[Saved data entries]
- Opening Delimiter -

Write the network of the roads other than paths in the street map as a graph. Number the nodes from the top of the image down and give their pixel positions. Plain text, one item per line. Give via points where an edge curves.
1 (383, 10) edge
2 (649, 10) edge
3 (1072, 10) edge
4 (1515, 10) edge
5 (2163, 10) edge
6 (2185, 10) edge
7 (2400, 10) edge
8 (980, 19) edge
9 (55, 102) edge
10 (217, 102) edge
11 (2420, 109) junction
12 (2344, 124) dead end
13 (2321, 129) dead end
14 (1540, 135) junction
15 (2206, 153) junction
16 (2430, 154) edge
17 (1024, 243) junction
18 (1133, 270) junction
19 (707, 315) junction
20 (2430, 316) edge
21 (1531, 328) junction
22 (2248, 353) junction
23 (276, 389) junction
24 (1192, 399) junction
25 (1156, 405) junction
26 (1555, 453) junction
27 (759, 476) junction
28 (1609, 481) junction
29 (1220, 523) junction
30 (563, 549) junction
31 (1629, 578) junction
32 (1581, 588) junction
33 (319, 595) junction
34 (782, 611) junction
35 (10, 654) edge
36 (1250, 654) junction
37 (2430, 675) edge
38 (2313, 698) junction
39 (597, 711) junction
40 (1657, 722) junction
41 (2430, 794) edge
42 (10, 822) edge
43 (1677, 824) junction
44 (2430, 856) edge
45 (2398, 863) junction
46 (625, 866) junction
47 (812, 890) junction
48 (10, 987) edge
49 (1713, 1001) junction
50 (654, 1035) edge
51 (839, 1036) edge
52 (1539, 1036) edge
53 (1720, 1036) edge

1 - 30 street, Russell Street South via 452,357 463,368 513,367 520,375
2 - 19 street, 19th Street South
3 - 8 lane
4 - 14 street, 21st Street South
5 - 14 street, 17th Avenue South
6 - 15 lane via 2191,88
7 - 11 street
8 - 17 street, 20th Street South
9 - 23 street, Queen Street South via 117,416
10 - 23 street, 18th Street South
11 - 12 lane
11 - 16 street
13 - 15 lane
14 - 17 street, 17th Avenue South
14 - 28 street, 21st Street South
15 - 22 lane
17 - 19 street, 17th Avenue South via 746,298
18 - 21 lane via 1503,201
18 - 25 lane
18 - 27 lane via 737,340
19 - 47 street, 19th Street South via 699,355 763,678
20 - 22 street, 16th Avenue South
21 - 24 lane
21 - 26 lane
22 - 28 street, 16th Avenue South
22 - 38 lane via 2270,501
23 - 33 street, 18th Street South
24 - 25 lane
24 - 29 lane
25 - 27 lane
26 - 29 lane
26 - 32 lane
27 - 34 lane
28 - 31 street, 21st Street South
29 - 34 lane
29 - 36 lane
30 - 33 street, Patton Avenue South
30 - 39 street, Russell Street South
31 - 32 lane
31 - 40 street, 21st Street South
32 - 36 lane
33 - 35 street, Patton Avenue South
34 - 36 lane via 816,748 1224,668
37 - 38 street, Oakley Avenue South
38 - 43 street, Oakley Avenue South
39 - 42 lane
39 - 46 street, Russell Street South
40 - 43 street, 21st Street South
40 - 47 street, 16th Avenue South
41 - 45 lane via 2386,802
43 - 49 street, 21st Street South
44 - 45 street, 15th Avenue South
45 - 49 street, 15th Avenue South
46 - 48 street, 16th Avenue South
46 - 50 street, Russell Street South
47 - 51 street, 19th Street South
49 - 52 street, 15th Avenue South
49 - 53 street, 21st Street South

- Closing Delimiter -

[TASK TO CARRY OUT]:
Every entry should be printed again exactly as it stands.

[RESPONSE FOR THIS EXERCISE]:
Write the network of the roads other than paths in the street map as a graph. Number the nodes from the top of the image down and give their pixel positions. Plain text, one item per line. Give via points where an edge curves.
1 (383, 10) edge
2 (649, 10) edge
3 (1072, 10) edge
4 (1515, 10) edge
5 (2163, 10) edge
6 (2185, 10) edge
7 (2400, 10) edge
8 (980, 19) edge
9 (55, 102) edge
10 (217, 102) edge
11 (2420, 109) junction
12 (2344, 124) dead end
13 (2321, 129) dead end
14 (1540, 135) junction
15 (2206, 153) junction
16 (2430, 154) edge
17 (1024, 243) junction
18 (1133, 270) junction
19 (707, 315) junction
20 (2430, 316) edge
21 (1531, 328) junction
22 (2248, 353) junction
23 (276, 389) junction
24 (1192, 399) junction
25 (1156, 405) junction
26 (1555, 453) junction
27 (759, 476) junction
28 (1609, 481) junction
29 (1220, 523) junction
30 (563, 549) junction
31 (1629, 578) junction
32 (1581, 588) junction
33 (319, 595) junction
34 (782, 611) junction
35 (10, 654) edge
36 (1250, 654) junction
37 (2430, 675) edge
38 (2313, 698) junction
39 (597, 711) junction
40 (1657, 722) junction
41 (2430, 794) edge
42 (10, 822) edge
43 (1677, 824) junction
44 (2430, 856) edge
45 (2398, 863) junction
46 (625, 866) junction
47 (812, 890) junction
48 (10, 987) edge
49 (1713, 1001) junction
50 (654, 1035) edge
51 (839, 1036) edge
52 (1539, 1036) edge
53 (1720, 1036) edge

1 - 30 street, Russell Street South via 452,357 463,368 513,367 520,375
2 - 19 street, 19th Street South
3 - 8 lane
4 - 14 street, 21st Street South
5 - 14 street, 17th Avenue South
6 - 15 lane via 2191,88
7 - 11 street
8 - 17 street, 20th Street South
9 - 23 street, Queen Street South via 117,416
10 - 23 street, 18th Street South
11 - 12 lane
11 - 16 street
13 - 15 lane
14 - 17 street, 17th Avenue South
14 - 28 street, 21st Street South
15 - 22 lane
17 - 19 street, 17th Avenue South via 746,298
18 - 21 lane via 1503,201
18 - 25 lane
18 - 27 lane via 737,340
19 - 47 street, 19th Street South via 699,355 763,678
20 - 22 street, 16th Avenue South
21 - 24 lane
21 - 26 lane
22 - 28 street, 16th Avenue South
22 - 38 lane via 2270,501
23 - 33 street, 18th Street South
24 - 25 lane
24 - 29 lane
25 - 27 lane
26 - 29 lane
26 - 32 lane
27 - 34 lane
28 - 31 street, 21st Street South
29 - 34 lane
29 - 36 lane
30 - 33 street, Patton Avenue South
30 - 39 street, Russell Street South
31 - 32 lane
31 - 40 street, 21st Street South
32 - 36 lane
33 - 35 street, Patton Avenue South
34 - 36 lane via 816,748 1224,668
37 - 38 street, Oakley Avenue South
38 - 43 street, Oakley Avenue South
39 - 42 lane
39 - 46 street, Russell Street South
40 - 43 street, 21st Street South
40 - 47 street, 16th Avenue South
41 - 45 lane via 2386,802
43 - 49 street, 21st Street South
44 - 45 street, 15th Avenue South
45 - 49 street, 15th Avenue South
46 - 48 street, 16th Avenue South
46 - 50 street, Russell Street South
47 - 51 street, 19th Street South
49 - 52 street, 15th Avenue South
49 - 53 street, 21st Street South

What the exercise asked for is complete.